If you’re like a lot of Americans, you just made a New Year’s resolution to eat more healthily in 2011, possibly by swearing off fast food. But guess what? The U.S. government is using your own tax dollars to undermine those good intentions. The New York Times recently reported that an organization called Dairy Management, created and funded in part by the United States Department of Agriculture, spent $12 million helping Domino’s design and market its new “Wisconsin 6 cheese” pizza. This monstrosity offers four varieties of cheese on top, two more in the crust, and fully a third of the average daily serving of saturated fat in one slice.
Dairy Management is charged with getting rid of the nation’s cheese surplus, a surplus due to overly productive dairy farmers, and also to changes in consumer taste. Prodded by public health campaigns over the years, American consumers increasingly opt for low-fat milk. This results in vast residues of milk fat skimmed from the nation’s dairy supply, which are then processed into cheese … that the USDA sees fit to market. In addition to the “Wisconsin 6 cheese” pizza, Dairy Management has also helped develop Burger King’s “Cheesy Angus” bacon cheeseburger (10 grams of saturated fat – half your daily serving) and Taco Bell’s steak quesadilla (12 grams of saturated fat).
This is, of course, government waste at its finest. Michelle Obama wages a war against childhood obesity, while the Department of Agriculture (also part of the executive branch) is busy helping expand the frontiers of fast food extravagance. USDA policy here is not only counterproductive and inane, I’d like to submit, but also cruel.
A study by the Robert Wood Johnson Foundation last year ranked the states according to obesity rates, and revealed that our thinnest state in 2010 (Colorado) has a higher rate of obesity than our fattest state in 1991 (Mississippi, which still ranks No. 1). This is mind-boggling — especially when you consider how the past two decades have seen a boom in diet products, exercise crazes, competing diet regimes and general calorie consciousness. What is going on here?
A good deal of blame is owed to our long-standing, wrongheaded federal farm policy, of which Dairy Management is only the latest and most grotesque symptom. Our government has long subsidized overproduction of corn and soy, the building blocks of processed and fast food. As a result, the number and variety of those foods have proliferated over the years, and the cost to consumers seems to plummet ever lower.
Nearly every fast-food chain offers a dollar menu these days.
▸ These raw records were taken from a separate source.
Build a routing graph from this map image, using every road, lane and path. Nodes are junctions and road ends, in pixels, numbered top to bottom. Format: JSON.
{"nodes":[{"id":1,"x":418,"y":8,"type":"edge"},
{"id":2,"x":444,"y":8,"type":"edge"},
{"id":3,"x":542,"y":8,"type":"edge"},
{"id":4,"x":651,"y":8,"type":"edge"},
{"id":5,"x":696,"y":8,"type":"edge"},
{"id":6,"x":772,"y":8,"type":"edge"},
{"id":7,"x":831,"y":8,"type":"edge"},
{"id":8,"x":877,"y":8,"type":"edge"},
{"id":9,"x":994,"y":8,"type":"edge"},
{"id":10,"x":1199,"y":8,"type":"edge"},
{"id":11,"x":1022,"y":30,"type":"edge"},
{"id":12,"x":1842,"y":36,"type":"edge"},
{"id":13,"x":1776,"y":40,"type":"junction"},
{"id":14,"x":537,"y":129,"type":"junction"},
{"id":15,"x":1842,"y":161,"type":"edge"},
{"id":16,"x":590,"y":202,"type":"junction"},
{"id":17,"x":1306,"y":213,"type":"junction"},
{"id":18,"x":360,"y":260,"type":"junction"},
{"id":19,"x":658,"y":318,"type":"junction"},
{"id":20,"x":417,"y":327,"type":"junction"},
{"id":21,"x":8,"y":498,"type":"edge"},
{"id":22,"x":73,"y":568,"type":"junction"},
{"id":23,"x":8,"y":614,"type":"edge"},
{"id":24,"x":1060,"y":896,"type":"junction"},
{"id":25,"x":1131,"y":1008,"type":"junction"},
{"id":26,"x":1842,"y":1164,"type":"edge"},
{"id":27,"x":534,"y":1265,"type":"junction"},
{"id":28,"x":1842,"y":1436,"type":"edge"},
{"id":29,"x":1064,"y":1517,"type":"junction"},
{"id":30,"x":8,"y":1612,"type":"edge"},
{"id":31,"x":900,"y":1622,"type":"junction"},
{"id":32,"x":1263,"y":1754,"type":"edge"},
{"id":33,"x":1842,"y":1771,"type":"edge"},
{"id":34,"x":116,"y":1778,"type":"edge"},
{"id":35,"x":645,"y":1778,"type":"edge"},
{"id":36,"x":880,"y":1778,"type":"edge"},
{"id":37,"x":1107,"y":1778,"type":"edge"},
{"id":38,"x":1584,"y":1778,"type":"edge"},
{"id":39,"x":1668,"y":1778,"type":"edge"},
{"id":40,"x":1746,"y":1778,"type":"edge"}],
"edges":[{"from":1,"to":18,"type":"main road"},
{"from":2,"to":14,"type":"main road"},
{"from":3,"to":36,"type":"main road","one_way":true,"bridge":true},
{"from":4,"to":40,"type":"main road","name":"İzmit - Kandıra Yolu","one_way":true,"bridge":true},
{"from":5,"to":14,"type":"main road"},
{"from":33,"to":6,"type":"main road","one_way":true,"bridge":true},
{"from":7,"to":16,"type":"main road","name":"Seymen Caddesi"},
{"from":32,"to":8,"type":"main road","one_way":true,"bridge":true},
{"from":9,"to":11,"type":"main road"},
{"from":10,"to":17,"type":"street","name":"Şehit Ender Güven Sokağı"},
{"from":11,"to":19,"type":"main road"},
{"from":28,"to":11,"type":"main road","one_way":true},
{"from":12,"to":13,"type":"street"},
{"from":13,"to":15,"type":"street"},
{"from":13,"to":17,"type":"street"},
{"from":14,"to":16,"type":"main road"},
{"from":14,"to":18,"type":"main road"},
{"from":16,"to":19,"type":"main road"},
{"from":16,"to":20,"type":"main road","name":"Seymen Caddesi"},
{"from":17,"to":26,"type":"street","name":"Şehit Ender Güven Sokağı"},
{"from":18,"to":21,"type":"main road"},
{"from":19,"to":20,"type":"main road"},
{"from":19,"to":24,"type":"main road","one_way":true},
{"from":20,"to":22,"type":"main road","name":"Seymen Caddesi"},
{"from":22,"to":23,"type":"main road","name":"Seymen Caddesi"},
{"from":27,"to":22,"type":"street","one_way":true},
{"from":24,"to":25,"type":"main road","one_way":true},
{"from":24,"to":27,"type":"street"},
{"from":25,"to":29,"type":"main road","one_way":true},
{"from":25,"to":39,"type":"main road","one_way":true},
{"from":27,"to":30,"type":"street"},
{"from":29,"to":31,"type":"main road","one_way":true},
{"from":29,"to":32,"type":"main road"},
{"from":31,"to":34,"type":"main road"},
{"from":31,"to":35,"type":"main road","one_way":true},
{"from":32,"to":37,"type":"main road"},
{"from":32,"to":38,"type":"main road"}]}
Wendy’s includes a double cheeseburger for 99 cents. Burger King offers a four-patty burger for under $5 (the “BK quad stacker”) – with 28 grams of saturated fat. The 7-Eleven’s shelves are weighed down with two-liter sodas, often on sale for less than a dollar apiece. Thanks to our farm policy, cheap calories rush at the consumer from all sides, and unfortunately they are too often the wrong kinds of calories. Fruits and vegetables are not privy to the same government generosity as corn and soy.
It’s no wonder, then, why low-income families opt for processed and fast foods – especially in a recession. This also explains why we are the first society in history whose poor suffer disproportionately high levels of diabetes, obesity and hypertension, formerly afflictions of the overindulgent upper classes. Furthermore, it’s a travesty that these afflictions bear down on those most likely to lack health insurance.
Beyond the poor, though, we are growing fatter as a nation. Nearly every socioeconomic group in America is seeing a rise in health concerns due to diets high in fat, sugar and sodium. And if these health concerns are not enough to get everyone’s attention, perhaps the budgetary implications will.
As the new session of Congress opens, members of Congress and the president are engaged in a showdown over spending reforms to reduce the federal budget. Hot-button topics include expiring tax cuts and trimming military expenditures. Federal food and farm policy gets hardly a mention, probably because that spending is diffuse and difficult to put a finger on; also because the farm bill, for example, is relatively modest in the scheme of things ($288 billion over five years).
But this policy has dire ramifications down the line. It clearly impacts the fortunes of Medicare and Medicaid, which already strain the federal budget and are forecast to expand as the Baby Boomers move into old age (the first boomers turned 65 this week). Budgetary negotiations will be a long, bloody process, no doubt, but reforming food and farm policy would make for a healthy start – and a New Year’s resolution that we can all stand behind.??
FIRMIN DeBRABANDER is a Professor of Philosophy at the Maryland Institute College of Art.